# Tri power intake manifold



## Sam_Buffa (Jul 29, 2020)

Hey, so I have a 326 but the tri power intake I’m looking at says it will fit a 389 ci. And I’m curious if it would fit my 326 as well from what I know it’s an original intake from a 60s Pontiac


----------



## PontiacJim (Dec 29, 2012)

Pontiac heads/intake pattern are all the same from 1965 and up. If you have an earlier tri-power, 1964 and earlier, it will not fit.


----------



## Old Man Taylor (May 9, 2011)

We need the years of both to give good input.


----------



## Sam_Buffa (Jul 29, 2020)

Old Man Taylor said:


> We need the years of both to give good input.
> [/QU





Old Man Taylor said:


> We need the years of both to give good input.

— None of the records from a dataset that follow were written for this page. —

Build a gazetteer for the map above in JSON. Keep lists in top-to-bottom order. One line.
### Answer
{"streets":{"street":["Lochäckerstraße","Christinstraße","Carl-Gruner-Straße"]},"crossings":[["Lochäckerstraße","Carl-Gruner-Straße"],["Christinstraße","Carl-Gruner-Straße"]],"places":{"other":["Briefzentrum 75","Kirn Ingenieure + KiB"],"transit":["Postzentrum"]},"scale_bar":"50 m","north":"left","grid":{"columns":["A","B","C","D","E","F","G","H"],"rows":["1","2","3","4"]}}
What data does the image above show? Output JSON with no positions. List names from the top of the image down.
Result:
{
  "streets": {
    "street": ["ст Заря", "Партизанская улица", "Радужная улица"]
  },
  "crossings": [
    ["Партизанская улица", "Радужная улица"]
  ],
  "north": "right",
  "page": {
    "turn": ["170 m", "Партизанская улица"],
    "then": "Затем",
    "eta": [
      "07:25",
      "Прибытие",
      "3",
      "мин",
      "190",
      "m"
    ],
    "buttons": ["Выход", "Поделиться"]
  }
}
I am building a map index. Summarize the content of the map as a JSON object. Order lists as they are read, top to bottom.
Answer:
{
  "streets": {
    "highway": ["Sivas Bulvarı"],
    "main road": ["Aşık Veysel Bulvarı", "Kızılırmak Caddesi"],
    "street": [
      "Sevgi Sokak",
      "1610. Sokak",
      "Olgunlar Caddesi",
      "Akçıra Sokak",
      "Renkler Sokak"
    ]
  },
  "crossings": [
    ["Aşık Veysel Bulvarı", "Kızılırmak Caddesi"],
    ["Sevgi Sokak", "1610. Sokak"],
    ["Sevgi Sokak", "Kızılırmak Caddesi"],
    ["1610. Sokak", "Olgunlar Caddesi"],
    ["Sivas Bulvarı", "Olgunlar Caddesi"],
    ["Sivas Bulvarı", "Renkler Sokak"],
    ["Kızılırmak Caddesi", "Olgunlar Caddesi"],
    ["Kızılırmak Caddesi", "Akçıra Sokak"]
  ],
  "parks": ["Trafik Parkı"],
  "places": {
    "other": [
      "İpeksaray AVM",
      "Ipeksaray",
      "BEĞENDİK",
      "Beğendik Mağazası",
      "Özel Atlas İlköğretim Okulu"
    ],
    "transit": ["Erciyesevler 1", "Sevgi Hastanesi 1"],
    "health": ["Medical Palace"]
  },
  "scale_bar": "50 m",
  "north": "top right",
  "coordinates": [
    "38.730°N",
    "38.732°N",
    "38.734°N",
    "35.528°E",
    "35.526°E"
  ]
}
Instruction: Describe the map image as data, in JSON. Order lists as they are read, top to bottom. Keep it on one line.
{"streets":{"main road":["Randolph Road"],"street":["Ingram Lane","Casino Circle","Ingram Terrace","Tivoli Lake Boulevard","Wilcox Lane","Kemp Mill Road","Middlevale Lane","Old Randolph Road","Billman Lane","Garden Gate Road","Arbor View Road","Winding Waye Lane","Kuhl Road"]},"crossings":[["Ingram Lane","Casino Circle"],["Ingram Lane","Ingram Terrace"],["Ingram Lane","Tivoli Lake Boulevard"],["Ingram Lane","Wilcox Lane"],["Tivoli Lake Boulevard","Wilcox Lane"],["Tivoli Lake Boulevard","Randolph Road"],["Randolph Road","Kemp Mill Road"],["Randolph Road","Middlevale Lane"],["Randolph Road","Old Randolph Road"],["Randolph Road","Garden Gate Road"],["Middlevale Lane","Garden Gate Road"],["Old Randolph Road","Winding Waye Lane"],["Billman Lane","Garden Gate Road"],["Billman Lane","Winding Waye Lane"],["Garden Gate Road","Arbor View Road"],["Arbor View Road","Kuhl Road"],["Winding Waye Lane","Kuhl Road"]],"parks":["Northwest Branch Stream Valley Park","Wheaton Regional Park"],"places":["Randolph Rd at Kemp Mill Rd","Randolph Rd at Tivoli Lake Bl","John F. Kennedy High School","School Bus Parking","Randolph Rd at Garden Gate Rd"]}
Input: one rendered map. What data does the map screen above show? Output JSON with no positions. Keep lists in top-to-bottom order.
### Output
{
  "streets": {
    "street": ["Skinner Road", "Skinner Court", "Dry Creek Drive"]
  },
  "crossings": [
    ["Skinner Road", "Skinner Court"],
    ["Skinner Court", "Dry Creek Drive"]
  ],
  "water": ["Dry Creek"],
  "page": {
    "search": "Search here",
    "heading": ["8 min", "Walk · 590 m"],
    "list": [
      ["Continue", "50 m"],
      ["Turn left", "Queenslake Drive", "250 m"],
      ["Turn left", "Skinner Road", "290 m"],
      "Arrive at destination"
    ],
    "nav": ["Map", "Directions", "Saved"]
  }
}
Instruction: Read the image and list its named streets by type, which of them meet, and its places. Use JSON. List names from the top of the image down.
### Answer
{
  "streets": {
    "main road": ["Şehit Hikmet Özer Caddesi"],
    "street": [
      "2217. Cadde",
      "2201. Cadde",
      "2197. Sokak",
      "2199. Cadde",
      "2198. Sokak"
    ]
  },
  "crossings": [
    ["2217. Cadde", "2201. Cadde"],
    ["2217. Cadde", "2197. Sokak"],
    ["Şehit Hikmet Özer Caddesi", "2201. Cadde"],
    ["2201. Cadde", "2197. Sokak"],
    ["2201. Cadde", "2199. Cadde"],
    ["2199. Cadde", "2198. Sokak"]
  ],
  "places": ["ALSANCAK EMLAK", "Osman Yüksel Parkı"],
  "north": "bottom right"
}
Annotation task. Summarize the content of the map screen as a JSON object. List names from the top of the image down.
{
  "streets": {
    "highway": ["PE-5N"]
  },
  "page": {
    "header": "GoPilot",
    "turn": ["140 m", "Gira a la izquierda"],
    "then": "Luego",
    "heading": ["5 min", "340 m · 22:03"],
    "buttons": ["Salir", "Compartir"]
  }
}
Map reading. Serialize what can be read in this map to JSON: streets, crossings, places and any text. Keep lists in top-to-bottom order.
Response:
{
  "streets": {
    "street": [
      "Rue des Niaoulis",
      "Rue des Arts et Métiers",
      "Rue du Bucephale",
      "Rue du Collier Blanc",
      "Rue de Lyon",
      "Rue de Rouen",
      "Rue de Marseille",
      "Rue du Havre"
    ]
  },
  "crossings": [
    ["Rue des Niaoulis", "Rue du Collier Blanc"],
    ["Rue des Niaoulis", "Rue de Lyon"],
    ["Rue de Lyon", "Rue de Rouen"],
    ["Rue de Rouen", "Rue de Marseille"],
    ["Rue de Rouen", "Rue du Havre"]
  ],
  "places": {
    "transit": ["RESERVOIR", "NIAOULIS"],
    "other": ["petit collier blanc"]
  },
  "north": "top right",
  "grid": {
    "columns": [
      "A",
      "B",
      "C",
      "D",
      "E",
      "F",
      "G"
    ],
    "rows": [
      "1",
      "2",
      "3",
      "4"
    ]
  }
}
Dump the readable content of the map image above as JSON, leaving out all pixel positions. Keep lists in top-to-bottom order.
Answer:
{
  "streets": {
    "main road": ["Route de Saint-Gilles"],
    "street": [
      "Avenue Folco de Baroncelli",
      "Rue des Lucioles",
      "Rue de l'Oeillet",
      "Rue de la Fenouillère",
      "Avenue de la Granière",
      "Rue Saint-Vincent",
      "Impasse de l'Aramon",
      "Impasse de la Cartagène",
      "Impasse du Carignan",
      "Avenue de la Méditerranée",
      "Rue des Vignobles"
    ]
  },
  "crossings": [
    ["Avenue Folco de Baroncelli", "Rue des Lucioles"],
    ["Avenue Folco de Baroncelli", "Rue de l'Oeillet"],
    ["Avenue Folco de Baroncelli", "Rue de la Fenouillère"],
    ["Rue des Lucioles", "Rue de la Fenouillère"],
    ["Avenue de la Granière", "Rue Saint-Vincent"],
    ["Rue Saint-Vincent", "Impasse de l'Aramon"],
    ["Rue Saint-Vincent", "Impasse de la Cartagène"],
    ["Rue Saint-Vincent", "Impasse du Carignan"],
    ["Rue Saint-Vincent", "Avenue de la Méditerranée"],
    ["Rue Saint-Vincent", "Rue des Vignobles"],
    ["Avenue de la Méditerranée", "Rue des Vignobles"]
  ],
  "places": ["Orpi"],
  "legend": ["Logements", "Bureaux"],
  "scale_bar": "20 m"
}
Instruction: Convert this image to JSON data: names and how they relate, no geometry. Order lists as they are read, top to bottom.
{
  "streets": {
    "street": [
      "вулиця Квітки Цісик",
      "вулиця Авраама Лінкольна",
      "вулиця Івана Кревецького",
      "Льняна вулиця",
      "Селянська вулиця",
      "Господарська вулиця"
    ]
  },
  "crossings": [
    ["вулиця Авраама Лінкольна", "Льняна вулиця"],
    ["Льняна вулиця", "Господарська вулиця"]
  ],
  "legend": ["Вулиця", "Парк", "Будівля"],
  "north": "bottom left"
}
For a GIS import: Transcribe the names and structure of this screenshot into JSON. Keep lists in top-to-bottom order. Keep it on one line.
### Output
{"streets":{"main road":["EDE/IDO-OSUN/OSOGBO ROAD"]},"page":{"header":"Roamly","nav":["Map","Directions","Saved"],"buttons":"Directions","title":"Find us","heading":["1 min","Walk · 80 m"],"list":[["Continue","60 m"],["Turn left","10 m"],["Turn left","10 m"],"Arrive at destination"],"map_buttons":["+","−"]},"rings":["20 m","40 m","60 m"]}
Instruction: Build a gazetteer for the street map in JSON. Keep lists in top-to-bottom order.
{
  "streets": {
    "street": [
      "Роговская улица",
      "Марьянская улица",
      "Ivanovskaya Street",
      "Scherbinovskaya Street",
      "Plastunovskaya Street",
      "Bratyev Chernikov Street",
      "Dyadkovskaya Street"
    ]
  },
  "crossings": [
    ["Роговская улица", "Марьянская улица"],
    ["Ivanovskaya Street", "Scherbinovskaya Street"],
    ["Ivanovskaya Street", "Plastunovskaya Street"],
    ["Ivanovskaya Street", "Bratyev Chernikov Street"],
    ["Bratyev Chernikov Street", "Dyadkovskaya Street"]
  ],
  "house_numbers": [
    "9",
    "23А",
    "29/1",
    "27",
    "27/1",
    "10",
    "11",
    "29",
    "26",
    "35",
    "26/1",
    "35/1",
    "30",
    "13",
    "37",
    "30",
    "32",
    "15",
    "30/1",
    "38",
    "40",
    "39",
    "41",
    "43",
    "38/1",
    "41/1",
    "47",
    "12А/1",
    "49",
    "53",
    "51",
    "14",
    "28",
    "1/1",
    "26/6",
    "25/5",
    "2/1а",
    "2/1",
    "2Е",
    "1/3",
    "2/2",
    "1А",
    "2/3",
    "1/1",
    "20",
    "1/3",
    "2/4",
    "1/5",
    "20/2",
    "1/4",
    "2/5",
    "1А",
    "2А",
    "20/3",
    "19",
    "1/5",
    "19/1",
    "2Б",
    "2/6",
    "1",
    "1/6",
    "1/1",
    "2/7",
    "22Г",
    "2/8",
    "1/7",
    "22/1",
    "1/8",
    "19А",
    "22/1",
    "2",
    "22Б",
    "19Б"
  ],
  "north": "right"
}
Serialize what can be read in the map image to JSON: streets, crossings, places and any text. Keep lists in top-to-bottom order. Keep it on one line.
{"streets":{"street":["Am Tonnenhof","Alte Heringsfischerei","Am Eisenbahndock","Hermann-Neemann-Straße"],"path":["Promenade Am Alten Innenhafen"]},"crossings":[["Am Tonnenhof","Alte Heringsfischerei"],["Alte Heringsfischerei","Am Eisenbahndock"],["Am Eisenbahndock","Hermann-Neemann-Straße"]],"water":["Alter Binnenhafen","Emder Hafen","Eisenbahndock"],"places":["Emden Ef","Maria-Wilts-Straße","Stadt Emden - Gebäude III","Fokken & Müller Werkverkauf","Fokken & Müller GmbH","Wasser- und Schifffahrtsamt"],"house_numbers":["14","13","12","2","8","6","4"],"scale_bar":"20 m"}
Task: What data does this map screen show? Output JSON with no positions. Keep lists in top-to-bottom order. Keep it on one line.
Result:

let me ask this first. Would it e better to go with a single 4 barrel or a tri power set up?


----------



## Old Man Taylor (May 9, 2011)

That's not possible to answer without details and desires from you. I'm partial to the tripower, but that doesn't mean it's right for you.


----------



## Sam_Buffa (Jul 29, 2020)

Old Man Taylor said:


> That's not possible to answer without details and desires from you. I'm partial to the tripower, but that doesn't mean it's right for you.


 I’ve got a 1966 Pontiac tempest with a completely stock 326 in it and I believe the intake is off of a 1965 gto with a 389 in it.


----------



## Old Man Taylor (May 9, 2011)

That combination will work just fine physically.


----------



## michaelfind (Dec 14, 2018)

Based on my own experience with the stock 326, it will fit and will look great with the tripower but will not have much more power. It might even run worse. Mine just didn't beathe well and never seemed to make much torque. It was a great cruising motor, but not the hot rod motor I was wishing I had. Pontiac had their reasons for not using the 326 in the GTO. It could still be fun to have, but don't plan on winning many races at the strip.


----------



## Mine'sa66 (Oct 30, 2019)

At the end of the day, for most folks a single 4 bbl is easier to tune and maintain than any multicarb setup. That being said, IMHO Pontiac=Tripower, so it's hard to vote against it.


----------



## Jerry H. (Mar 19, 2020)

I've had the same experience as Michaelfind. On a bone stock 326 I tried a tripower but it smothered out the stock cam, heads, etc.


----------



## PontiacJim (Dec 29, 2012)

You can go for just the look. Block off the end carbs with block-off plates and simply run on the center carb. You can easily hook up linkages and even fuel lines (plugged) to give the underhood that tri-power "wow" factor. Hooking up all carbs will be way too much for the 326CI, but it has potential if later down the road you wanted to keep the engine and transform it into the 326HO version of the engine.

My 1957 347CI with dual quads...........the front carb had a block-off plate and linkage was hooked up to psych out the locals. LOL


----------



## Sam_Buffa (Jul 29, 2020)

Thanks for all the responses and help. I’ve been thinking about doing an ls swap so maybe I’ll just save the cash and stick with that.


----------



## michaelfind (Dec 14, 2018)

Sam_Buffa said:


> Thanks for all the responses and help. I’ve been thinking about doing an ls swap so maybe I’ll just save the cash and stick with that.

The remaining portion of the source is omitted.